Enfin, la bonne approcha une petite table ronde, telle qu’on en avait autrefois et qu’on nommait guéridon, sur laquelle elle posa une tasse de moka bien limpide, bien chaud, et dont l’arome remplit l’appartement.

Après l’avoir siroté (siped), le curé dit ses grâces et ajouta en se levant : « Je ne prends jamais de liqueurs fortes ; c’est un superflu que j’offre toujours à mes convives, mais dont je ne fais aucun usage personnel. Je me réserve ainsi un secours pour l’extrême vieillesse, si Dieu me fait la grâce d’y parvenir. »

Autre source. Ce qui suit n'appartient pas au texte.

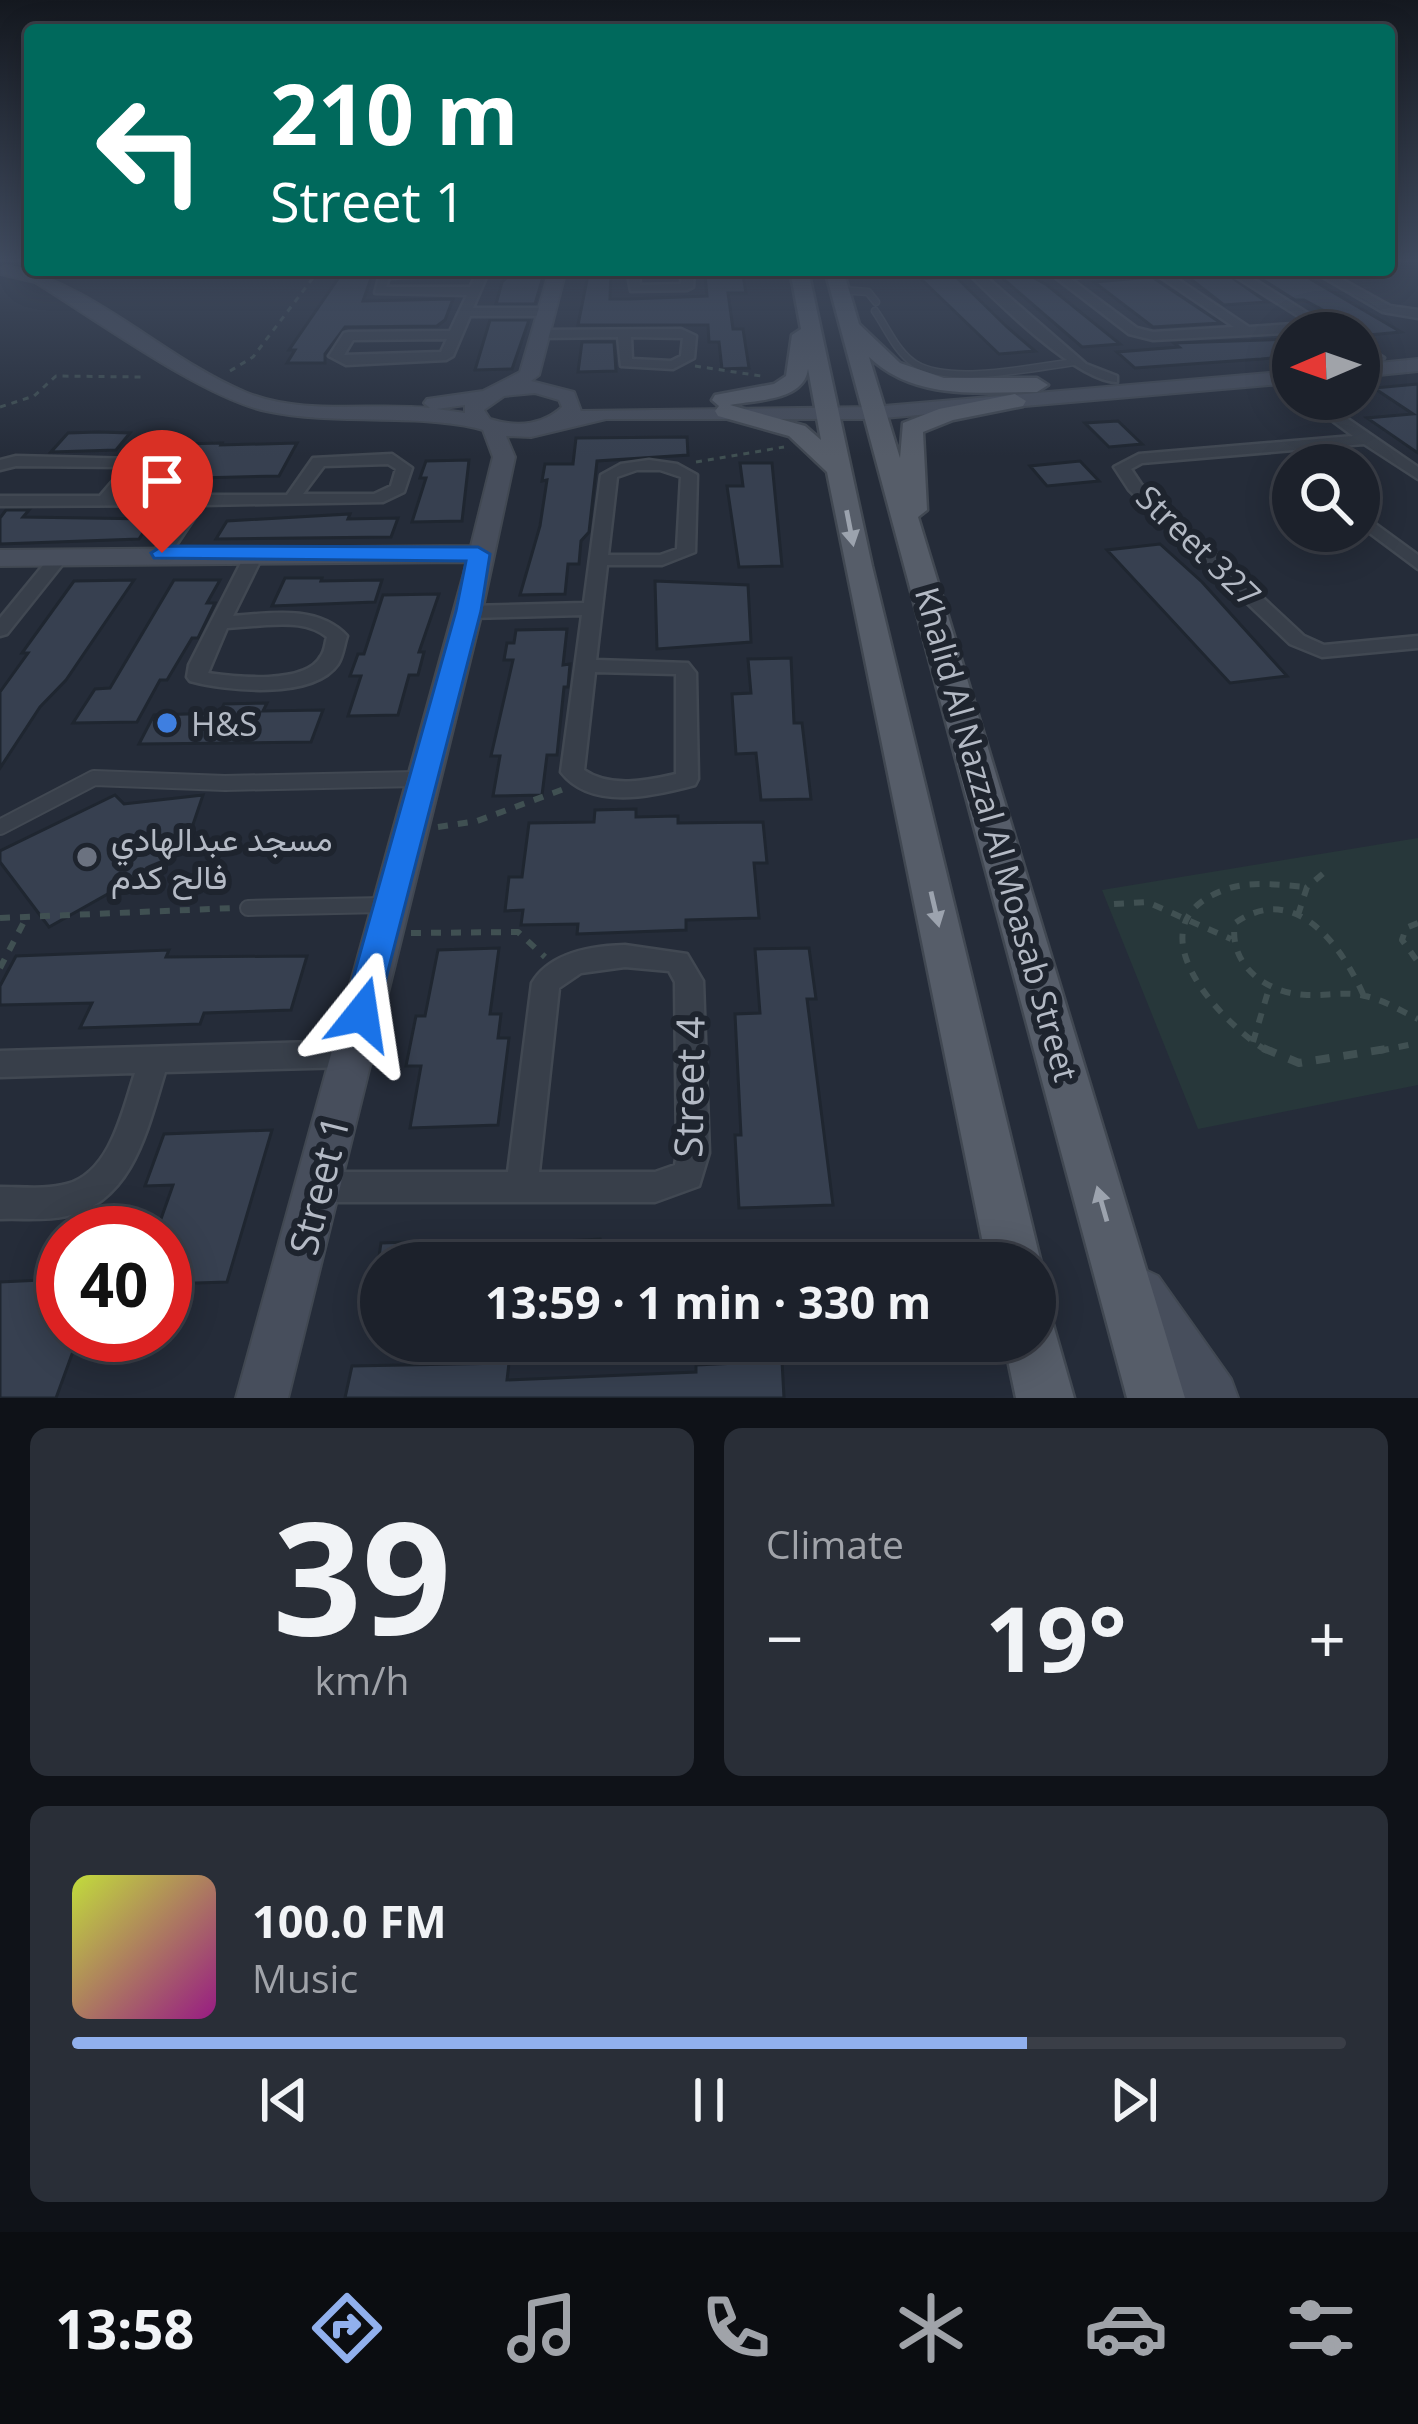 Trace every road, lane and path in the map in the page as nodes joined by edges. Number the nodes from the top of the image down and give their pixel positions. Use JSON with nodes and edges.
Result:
{"nodes":[{"id":1,"x":118,"y":325,"type":"edge"},
{"id":2,"x":152,"y":325,"type":"edge"},
{"id":3,"x":278,"y":325,"type":"edge"},
{"id":4,"x":458,"y":325,"type":"edge"},
{"id":5,"x":543,"y":325,"type":"edge"},
{"id":6,"x":807,"y":325,"type":"edge"},
{"id":7,"x":820,"y":325,"type":"edge"},
{"id":8,"x":887,"y":325,"type":"edge"},
{"id":9,"x":1031,"y":325,"type":"edge"},
{"id":10,"x":1125,"y":325,"type":"edge"},
{"id":11,"x":1239,"y":325,"type":"edge"},
{"id":12,"x":850,"y":327,"type":"joint"},
{"id":13,"x":1246,"y":330,"type":"junction"},
{"id":14,"x":1272,"y":330,"type":"edge"},
{"id":15,"x":541,"y":334,"type":"junction"},
{"id":16,"x":624,"y":334,"type":"junction"},
{"id":17,"x":454,"y":335,"type":"junction"},
{"id":18,"x":1380,"y":355,"type":"edge"},
{"id":19,"x":1418,"y":355,"type":"edge"},
{"id":20,"x":682,"y":363,"type":"junction"},
{"id":21,"x":1418,"y":365,"type":"edge"},
{"id":22,"x":1380,"y":369,"type":"edge"},
{"id":23,"x":1079,"y":370,"type":"junction"},
{"id":24,"x":230,"y":371,"type":"junction"},
{"id":25,"x":529,"y":375,"type":"junction"},
{"id":26,"x":1272,"y":376,"type":"edge"},
{"id":27,"x":142,"y":377,"type":"dead end"},
{"id":28,"x":1272,"y":378,"type":"edge"},
{"id":29,"x":789,"y":383,"type":"junction"},
{"id":30,"x":1037,"y":385,"type":"junction"},
{"id":31,"x":497,"y":393,"type":"junction"},
{"id":32,"x":559,"y":393,"type":"junction"},
{"id":33,"x":1015,"y":400,"type":"junction"},
{"id":34,"x":725,"y":406,"type":"junction"},
{"id":35,"x":0,"y":407,"type":"edge"},
{"id":36,"x":844,"y":419,"type":"junction"},
{"id":37,"x":1339,"y":420,"type":"edge"},
{"id":38,"x":556,"y":423,"type":"junction"},
{"id":39,"x":487,"y":425,"type":"junction"},
{"id":40,"x":1366,"y":440,"type":"junction"},
{"id":41,"x":1269,"y":446,"type":"junction"},
{"id":42,"x":1272,"y":448,"type":"edge"},
{"id":43,"x":504,"y":457,"type":"junction"},
{"id":44,"x":0,"y":465,"type":"edge"},
{"id":45,"x":681,"y":469,"type":"junction"},
{"id":46,"x":1418,"y":475,"type":"edge"},
{"id":47,"x":105,"y":500,"type":"junction"},
{"id":48,"x":292,"y":500,"type":"junction"},
{"id":49,"x":0,"y":501,"type":"edge"},
{"id":50,"x":196,"y":501,"type":"junction"},
{"id":51,"x":1380,"y":534,"type":"edge"},
{"id":52,"x":914,"y":542,"type":"junction"},
{"id":53,"x":162,"y":553,"type":"junction"},
{"id":54,"x":478,"y":554,"type":"junction"},
{"id":55,"x":254,"y":555,"type":"junction"},
{"id":56,"x":60,"y":556,"type":"junction"},
{"id":57,"x":0,"y":557,"type":"edge"},
{"id":58,"x":602,"y":560,"type":"junction"},
{"id":59,"x":1418,"y":564,"type":"edge"},
{"id":60,"x":589,"y":609,"type":"junction"},
{"id":61,"x":468,"y":611,"type":"junction"},
{"id":62,"x":221,"y":622,"type":"junction"},
{"id":63,"x":2,"y":625,"type":"edge"},
{"id":64,"x":1418,"y":642,"type":"edge"},
{"id":65,"x":588,"y":666,"type":"junction"},
{"id":66,"x":424,"y":779,"type":"junction"},
{"id":67,"x":580,"y":782,"type":"junction"},
{"id":68,"x":0,"y":827,"type":"edge"},
{"id":69,"x":411,"y":828,"type":"junction"},
{"id":70,"x":1325,"y":872,"type":"dead end"},
{"id":71,"x":1307,"y":887,"type":"junction"},
{"id":72,"x":1114,"y":904,"type":"dead end"},
{"id":73,"x":248,"y":908,"type":"joint"},
{"id":74,"x":1298,"y":915,"type":"junction"},
{"id":75,"x":27,"y":916,"type":"junction"},
{"id":76,"x":0,"y":918,"type":"edge"},
{"id":77,"x":387,"y":919,"type":"junction"},
{"id":78,"x":1187,"y":920,"type":"junction"},
{"id":79,"x":1418,"y":923,"type":"edge"},
{"id":80,"x":1231,"y":940,"type":"junction"},
{"id":81,"x":1418,"y":962,"type":"edge"},
{"id":82,"x":0,"y":968,"type":"edge"},
{"id":83,"x":558,"y":969,"type":"junction"},
{"id":84,"x":1270,"y":985,"type":"junction"},
{"id":85,"x":1363,"y":994,"type":"junction"},
{"id":86,"x":1418,"y":1019,"type":"edge"},
{"id":87,"x":1253,"y":1042,"type":"junction"},
{"id":88,"x":1418,"y":1043,"type":"edge"},
{"id":89,"x":350,"y":1054,"type":"junction"},
{"id":90,"x":153,"y":1062,"type":"junction"},
{"id":91,"x":0,"y":1064,"type":"edge"},
{"id":92,"x":522,"y":1185,"type":"junction"},
{"id":93,"x":320,"y":1187,"type":"junction"},
{"id":94,"x":0,"y":1203,"type":"edge"},
{"id":95,"x":1011,"y":1242,"type":"edge"},
{"id":96,"x":1117,"y":1256,"type":"junction"},
{"id":97,"x":1037,"y":1362,"type":"edge"},
{"id":98,"x":262,"y":1398,"type":"edge"},
{"id":99,"x":1045,"y":1398,"type":"edge"},
{"id":100,"x":1156,"y":1398,"type":"edge"},
{"id":101,"x":1212,"y":1398,"type":"edge"}],
"edges":[{"from":1,"to":39,"type":"main road"},
{"from":2,"to":24,"type":"main road"},
{"from":3,"to":24,"type":"path"},
{"from":4,"to":17,"type":"street"},
{"from":5,"to":15,"type":"main road"},
{"from":6,"to":29,"type":"main road"},
{"from":7,"to":36,"type":"main road"},
{"from":8,"to":23,"type":"lane"},
{"from":9,"to":23,"type":"street"},
{"from":10,"to":13,"type":"street"},
{"from":11,"to":13,"type":"street"},
{"from":12,"to":30,"type":"main road"},
{"from":12,"to":36,"type":"main road","name":"Khalid Al Nazzal Al Moasab Street"},
{"from":13,"to":14,"type":"street"},
{"from":15,"to":16,"type":"street"},
{"from":15,"to":25,"type":"main road"},
{"from":16,"to":20,"type":"street"},
{"from":16,"to":20,"type":"street"},
{"from":17,"to":17,"type":"street"},
{"from":18,"to":19,"type":"main road"},
{"from":20,"to":29,"type":"path"},
{"from":21,"to":22,"type":"main road"},
{"from":23,"to":26,"type":"main road"},
{"from":23,"to":30,"type":"main road"},
{"from":24,"to":31,"type":"main road"},
{"from":25,"to":31,"type":"main road"},
{"from":25,"to":32,"type":"main road"},
{"from":27,"to":35,"type":"path"},
{"from":28,"to":33,"type":"main road"},
{"from":29,"to":34,"type":"main road"},
{"from":30,"to":36,"type":"main road"},
{"from":31,"to":32,"type":"main road"},
{"from":31,"to":39,"type":"main road"},
{"from":32,"to":34,"type":"main road"},
{"from":32,"to":38,"type":"main road"},
{"from":33,"to":36,"type":"main road"},
{"from":33,"to":52,"type":"main road"},
{"from":34,"to":36,"type":"main road"},
{"from":34,"to":36,"type":"main road"},
{"from":34,"to":38,"type":"main road"},
{"from":36,"to":45,"type":"path"},
{"from":36,"to":52,"type":"main road","name":"Khalid Al Nazzal Al Moasab Street"},
{"from":36,"to":95,"type":"main road","name":"Khalid Al Nazzal Al Moasab Street","one_way":true},
{"from":37,"to":40,"type":"street"},
{"from":38,"to":39,"type":"main road"},
{"from":38,"to":43,"type":"main road"},
{"from":39,"to":43,"type":"main road"},
{"from":40,"to":41,"type":"street","name":"Street 327"},
{"from":40,"to":46,"type":"street"},
{"from":41,"to":42,"type":"street"},
{"from":41,"to":64,"type":"street","name":"Street 327"},
{"from":43,"to":54,"type":"main road","name":"Street 1"},
{"from":44,"to":47,"type":"street"},
{"from":45,"to":58,"type":"street"},
{"from":45,"to":58,"type":"street"},
{"from":47,"to":49,"type":"street"},
{"from":47,"to":50,"type":"street"},
{"from":48,"to":48,"type":"street"},
{"from":48,"to":50,"type":"street"},
{"from":50,"to":53,"type":"street"},
{"from":51,"to":59,"type":"street"},
{"from":96,"to":52,"type":"main road","name":"Khalid Al Nazzal Al Moasab Street","one_way":true},
{"from":53,"to":55,"type":"main road"},
{"from":53,"to":56,"type":"main road"},
{"from":54,"to":55,"type":"main road"},
{"from":54,"to":61,"type":"main road","name":"Street 1"},
{"from":55,"to":62,"type":"street"},
{"from":56,"to":57,"type":"main road"},
{"from":56,"to":63,"type":"street"},
{"from":58,"to":60,"type":"street"},
{"from":60,"to":61,"type":"street"},
{"from":60,"to":65,"type":"street"},
{"from":61,"to":66,"type":"main road","name":"Street 1"},
{"from":62,"to":62,"type":"street"},
{"from":65,"to":67,"type":"street"},
{"from":65,"to":67,"type":"street"},
{"from":66,"to":68,"type":"lane"},
{"from":66,"to":69,"type":"main road","name":"Street 1"},
{"from":67,"to":69,"type":"path"},
{"from":69,"to":77,"type":"main road","name":"Street 1"},
{"from":70,"to":71,"type":"path"},
{"from":71,"to":74,"type":"path"},
{"from":71,"to":78,"type":"path"},
{"from":72,"to":78,"type":"path"},
{"from":73,"to":75,"type":"path"},
{"from":73,"to":77,"type":"lane"},
{"from":74,"to":80,"type":"path"},
{"from":74,"to":85,"type":"path"},
{"from":75,"to":76,"type":"path"},
{"from":75,"to":82,"type":"path"},
{"from":77,"to":83,"type":"path"},
{"from":77,"to":89,"type":"main road","name":"Street 1"},
{"from":78,"to":80,"type":"path"},
{"from":78,"to":87,"type":"path"},
{"from":79,"to":81,"type":"path"},
{"from":80,"to":84,"type":"path"},
{"from":83,"to":92,"type":"street"},
{"from":83,"to":92,"type":"street","name":"Street 4"},
{"from":84,"to":85,"type":"path"},
{"from":84,"to":87,"type":"path"},
{"from":85,"to":86,"type":"path"},
{"from":87,"to":88,"type":"path"},
{"from":89,"to":90,"type":"street"},
{"from":89,"to":93,"type":"main road","name":"Street 1"},
{"from":90,"to":91,"type":"street"},
{"from":90,"to":94,"type":"street"},
{"from":92,"to":93,"type":"street","name":"Street 4"},
{"from":93,"to":98,"type":"main road","name":"Street 1"},
{"from":96,"to":100,"type":"main road","name":"Khalid Al Nazzal Al Moasab Street"},
{"from":96,"to":101,"type":"main road"},
{"from":97,"to":99,"type":"main road"}]}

Pendant que ces choses se passaient, le temps avait couru, six heures arrivaient ; madame R*** se hâta donc de remonter en voiture, car elle avait ce jour-là à dîner quelques amis dont je faisais partie. Elle arriva tard, suivant sa coutume ; mais enfin elle arriva, encore tout émue de ce qu’elle avait vu et flairé.

Il ne fut question, pendant tout le repas, que du menu du curé, et surtout de son omelette au thon.

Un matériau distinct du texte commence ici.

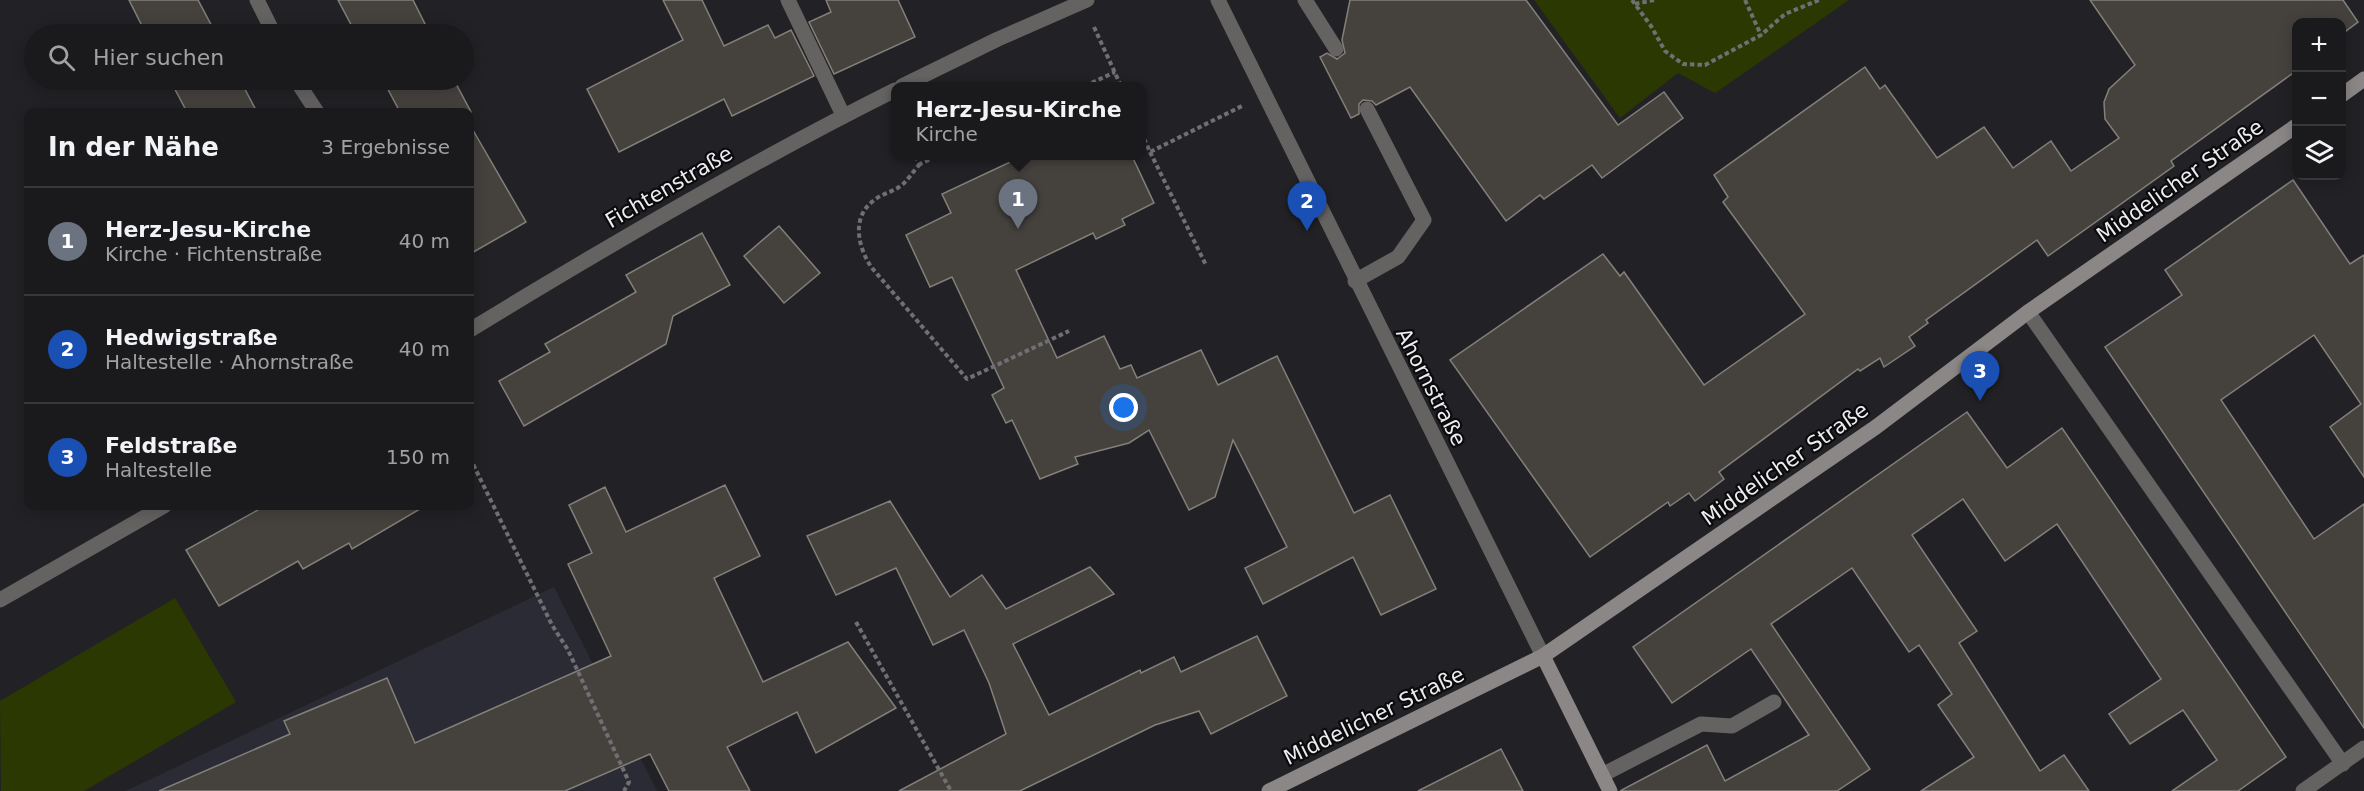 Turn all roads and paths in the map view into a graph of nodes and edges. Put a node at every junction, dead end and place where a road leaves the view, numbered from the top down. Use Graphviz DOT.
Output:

Madame R*** eut soin de la louer sous les divers rapports de la taille, de la rondeur, de la tournure, et toutes ces données étant certaines, il fut unanimement conclu qu’elle devait être excellente, C’était une véritable équation sensuelle que chacun fit à sa manière.

Le sujet de conversation épuisé, on passa à d’autres et on n’y pensa plus. Quant à moi, propagateur des vérités utiles, je crus devoir tirer de l’obscurité une préparation que je crois aussi saine qu’agréable. Je chargeai mon maître-queux de s’en procurer la recette avec les détails les plus minutieux, et je la donne d’autant plus volontiers aux amateurs que je ne l’ai trouvée dans aucun dispensaire.